### WHAT IS BEING ASKED
Whenever the string "then" appears in a line of the listing below, that line counts. Say how many lines count, and give nothing else.

### AVAILABLE DATA
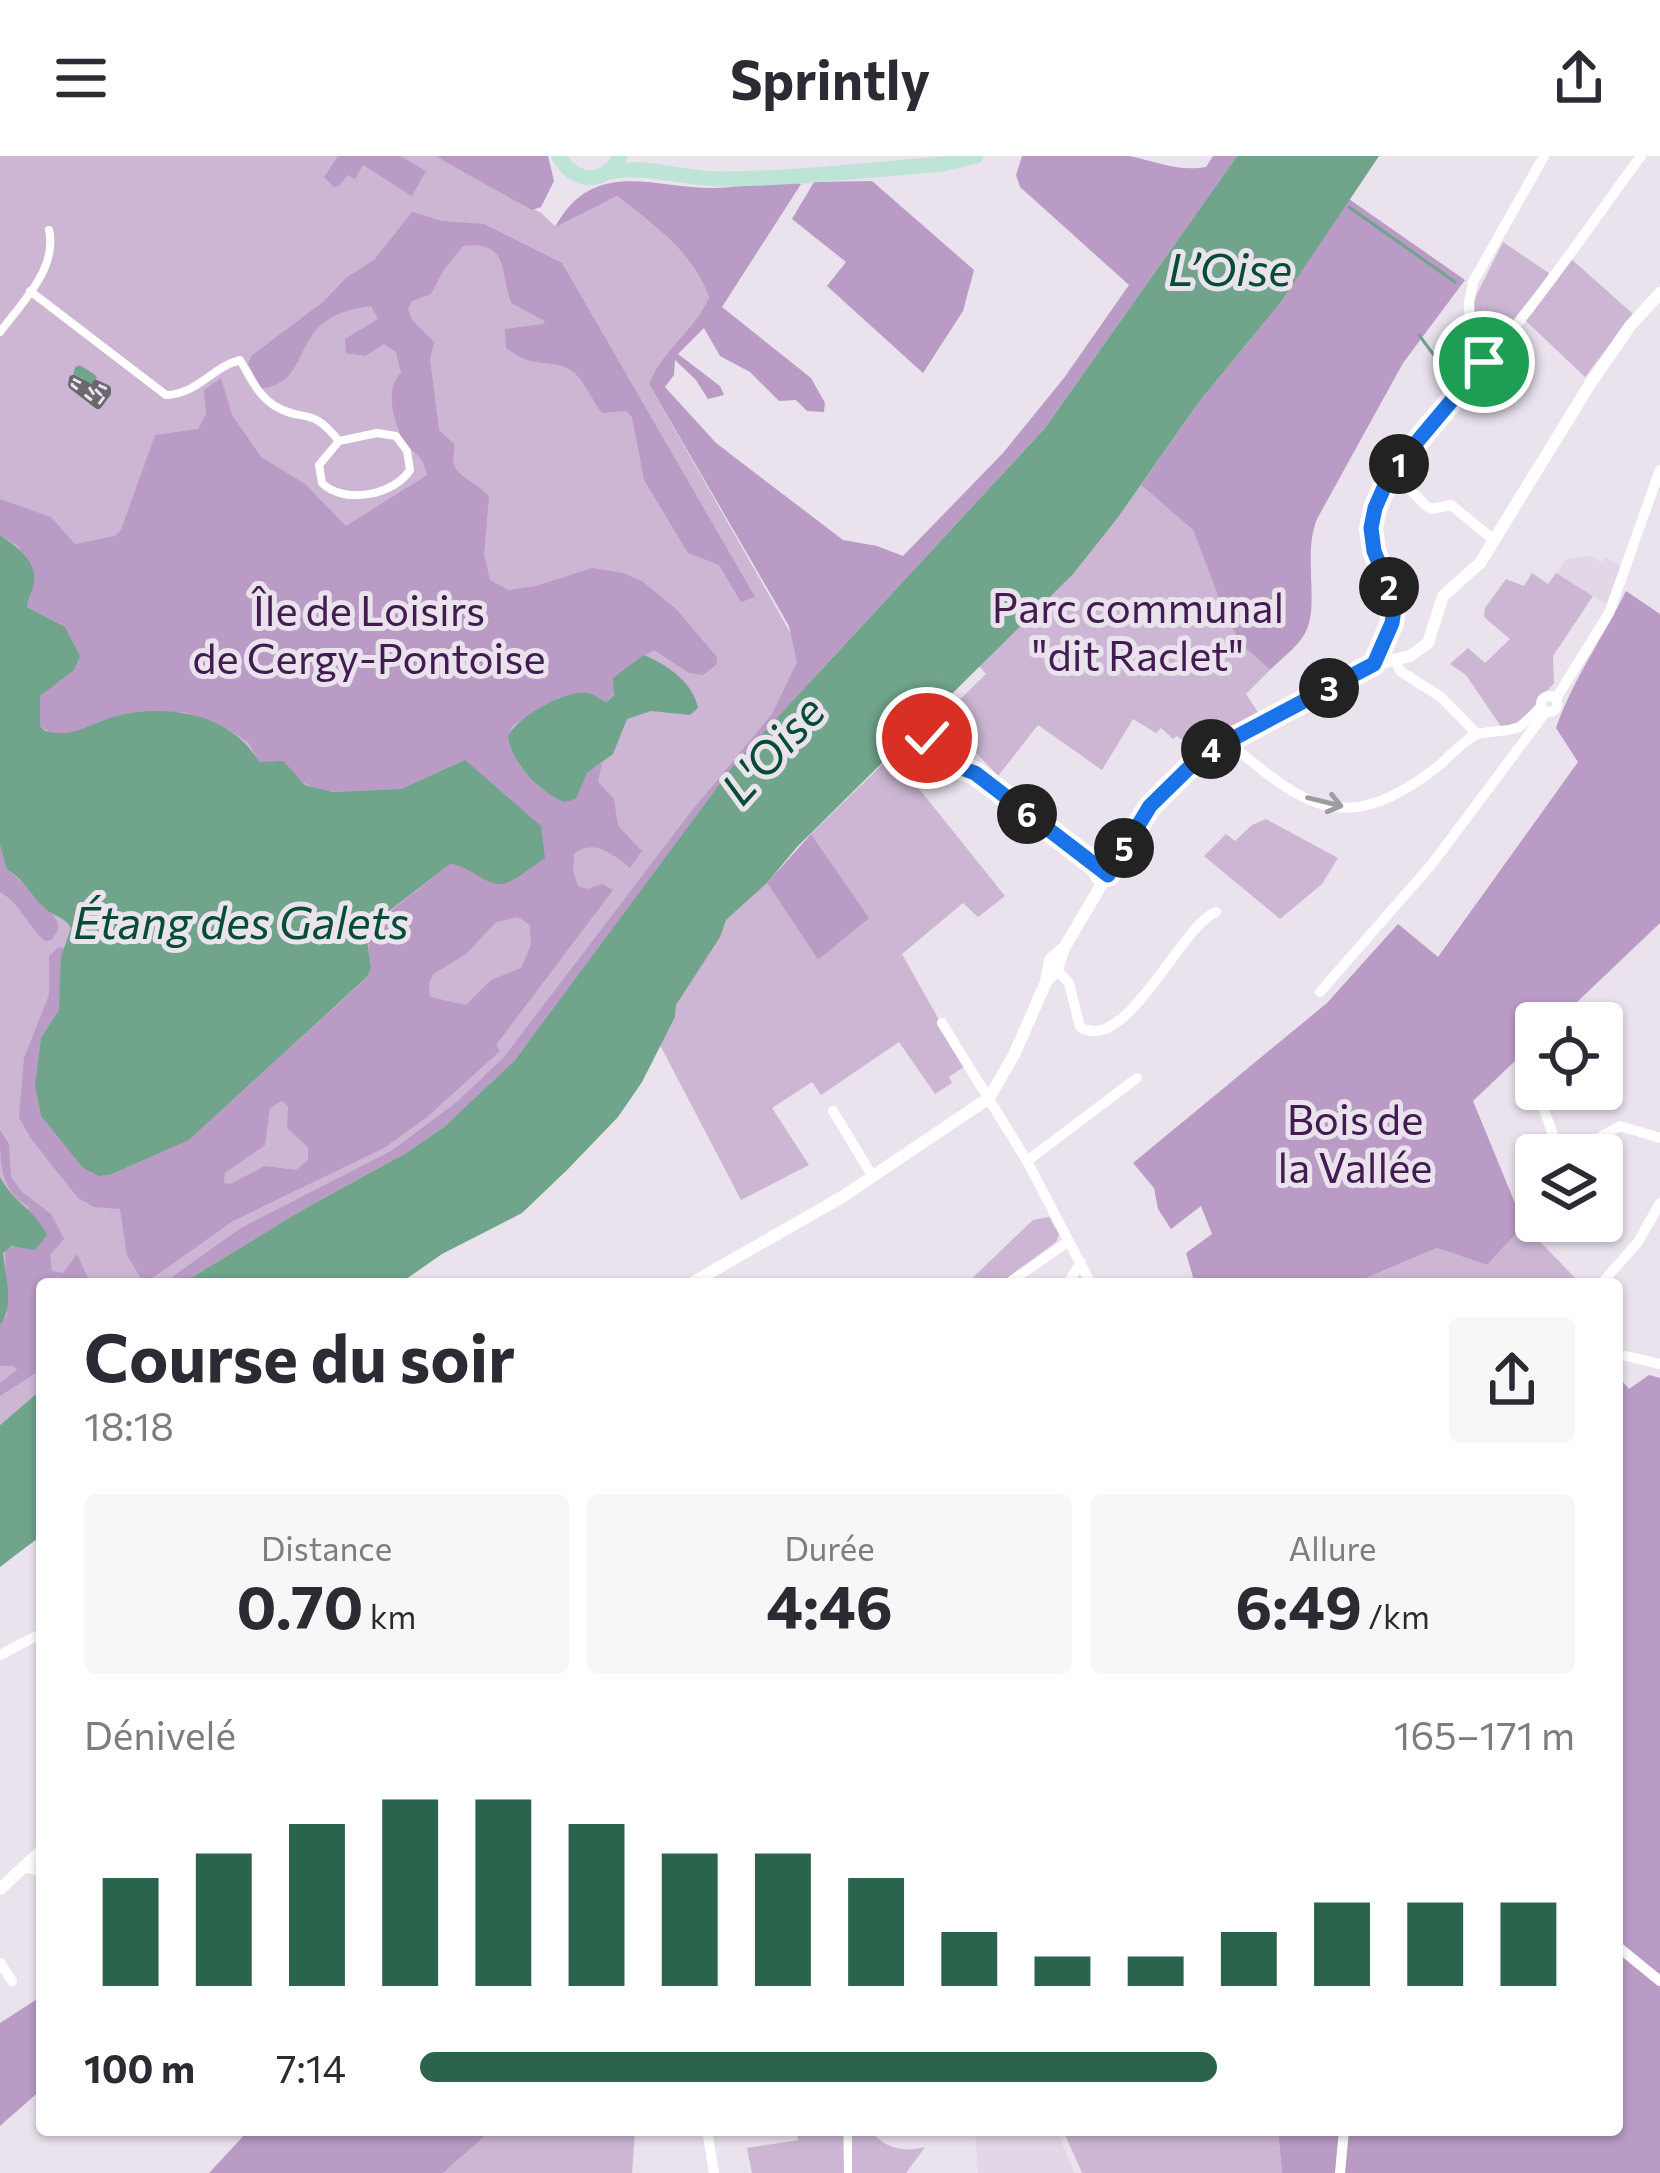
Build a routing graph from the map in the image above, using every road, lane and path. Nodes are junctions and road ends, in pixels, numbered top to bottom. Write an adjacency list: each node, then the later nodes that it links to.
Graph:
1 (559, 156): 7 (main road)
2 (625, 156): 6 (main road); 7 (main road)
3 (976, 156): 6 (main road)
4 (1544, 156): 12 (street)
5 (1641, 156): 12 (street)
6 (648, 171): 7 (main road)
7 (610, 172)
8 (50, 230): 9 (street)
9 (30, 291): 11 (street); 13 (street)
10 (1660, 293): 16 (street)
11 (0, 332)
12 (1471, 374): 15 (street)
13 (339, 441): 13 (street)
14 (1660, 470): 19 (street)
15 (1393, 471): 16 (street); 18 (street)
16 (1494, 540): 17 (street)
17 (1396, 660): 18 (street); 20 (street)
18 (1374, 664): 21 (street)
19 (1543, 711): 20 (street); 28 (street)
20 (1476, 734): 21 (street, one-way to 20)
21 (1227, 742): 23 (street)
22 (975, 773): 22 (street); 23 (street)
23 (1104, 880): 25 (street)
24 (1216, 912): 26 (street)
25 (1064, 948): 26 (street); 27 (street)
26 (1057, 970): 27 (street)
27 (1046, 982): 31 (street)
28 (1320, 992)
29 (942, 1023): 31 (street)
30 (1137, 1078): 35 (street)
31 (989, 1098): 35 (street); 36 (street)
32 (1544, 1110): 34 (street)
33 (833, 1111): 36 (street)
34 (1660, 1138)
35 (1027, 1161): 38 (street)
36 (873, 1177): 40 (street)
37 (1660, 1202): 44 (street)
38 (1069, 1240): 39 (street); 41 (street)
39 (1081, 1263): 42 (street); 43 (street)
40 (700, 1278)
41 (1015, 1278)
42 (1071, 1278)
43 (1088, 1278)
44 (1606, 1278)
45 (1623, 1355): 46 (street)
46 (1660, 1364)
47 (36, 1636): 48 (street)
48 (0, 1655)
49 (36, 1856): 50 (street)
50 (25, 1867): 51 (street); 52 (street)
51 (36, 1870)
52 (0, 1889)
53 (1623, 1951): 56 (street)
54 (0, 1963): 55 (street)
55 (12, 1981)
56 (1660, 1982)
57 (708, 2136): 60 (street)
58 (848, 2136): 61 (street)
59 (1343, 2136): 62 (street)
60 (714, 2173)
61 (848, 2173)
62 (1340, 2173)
...
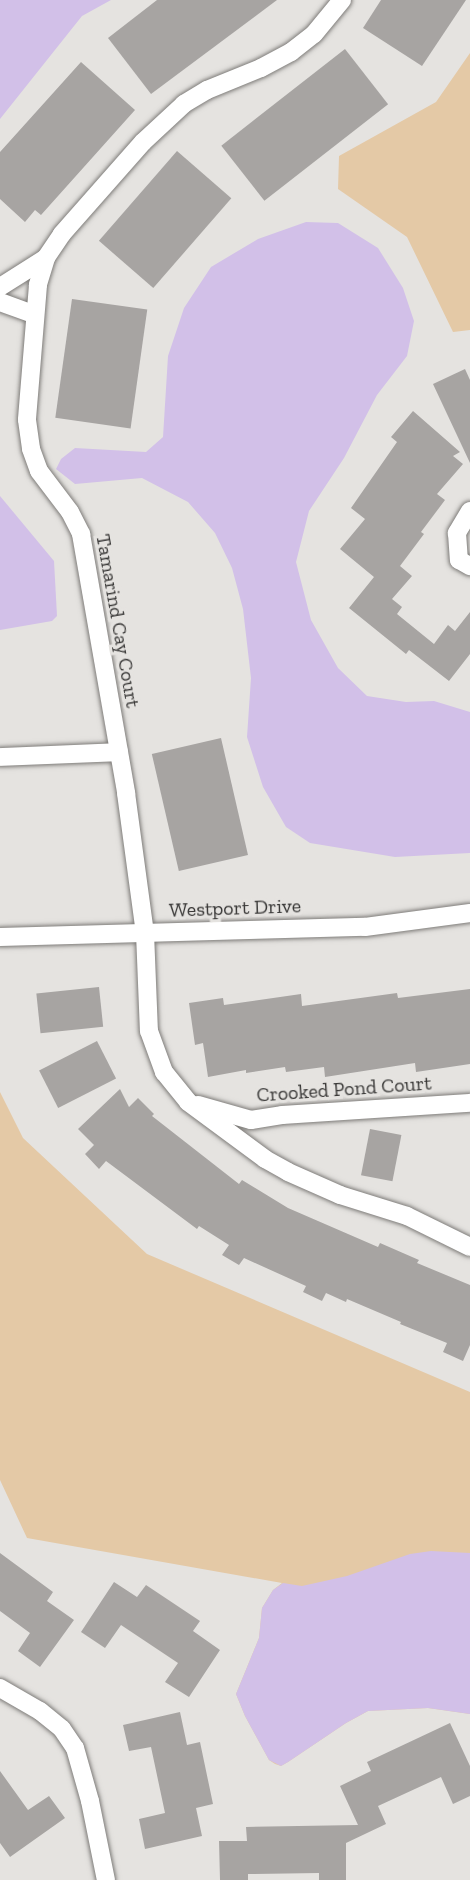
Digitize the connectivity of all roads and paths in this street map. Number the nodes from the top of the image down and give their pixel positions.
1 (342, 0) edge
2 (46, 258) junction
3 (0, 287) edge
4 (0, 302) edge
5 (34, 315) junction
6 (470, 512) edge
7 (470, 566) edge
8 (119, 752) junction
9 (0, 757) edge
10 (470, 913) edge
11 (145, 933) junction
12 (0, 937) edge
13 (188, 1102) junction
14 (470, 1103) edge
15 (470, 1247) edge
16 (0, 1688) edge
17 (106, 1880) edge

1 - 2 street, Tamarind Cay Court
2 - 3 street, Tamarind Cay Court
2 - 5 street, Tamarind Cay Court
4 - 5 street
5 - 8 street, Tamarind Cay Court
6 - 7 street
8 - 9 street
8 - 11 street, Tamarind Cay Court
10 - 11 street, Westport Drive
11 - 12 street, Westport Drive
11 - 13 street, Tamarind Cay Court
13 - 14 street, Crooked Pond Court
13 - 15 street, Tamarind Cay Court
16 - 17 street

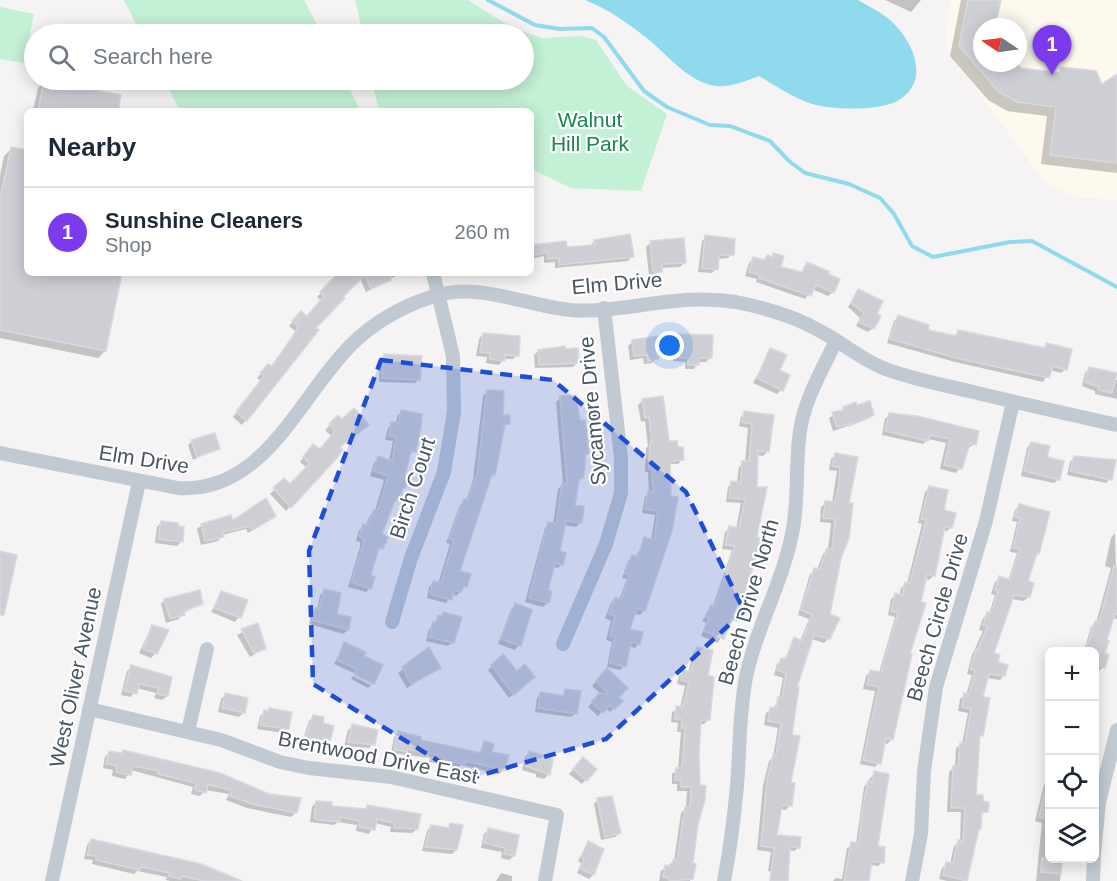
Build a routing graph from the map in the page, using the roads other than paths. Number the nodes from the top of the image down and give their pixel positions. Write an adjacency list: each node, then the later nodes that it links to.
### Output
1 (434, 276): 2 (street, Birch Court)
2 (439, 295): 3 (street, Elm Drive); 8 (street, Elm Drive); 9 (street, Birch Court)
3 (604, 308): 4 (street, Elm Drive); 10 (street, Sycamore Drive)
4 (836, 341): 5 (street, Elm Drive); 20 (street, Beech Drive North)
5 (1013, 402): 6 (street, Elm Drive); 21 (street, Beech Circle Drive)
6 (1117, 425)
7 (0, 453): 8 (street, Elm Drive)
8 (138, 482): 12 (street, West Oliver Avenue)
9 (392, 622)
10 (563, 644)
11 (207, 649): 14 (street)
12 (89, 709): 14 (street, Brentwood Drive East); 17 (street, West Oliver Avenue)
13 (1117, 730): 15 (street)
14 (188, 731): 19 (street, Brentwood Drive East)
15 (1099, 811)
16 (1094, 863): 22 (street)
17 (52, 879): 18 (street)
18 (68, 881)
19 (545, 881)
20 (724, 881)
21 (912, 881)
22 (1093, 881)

### ANSWER TO THIS PROBLEM
2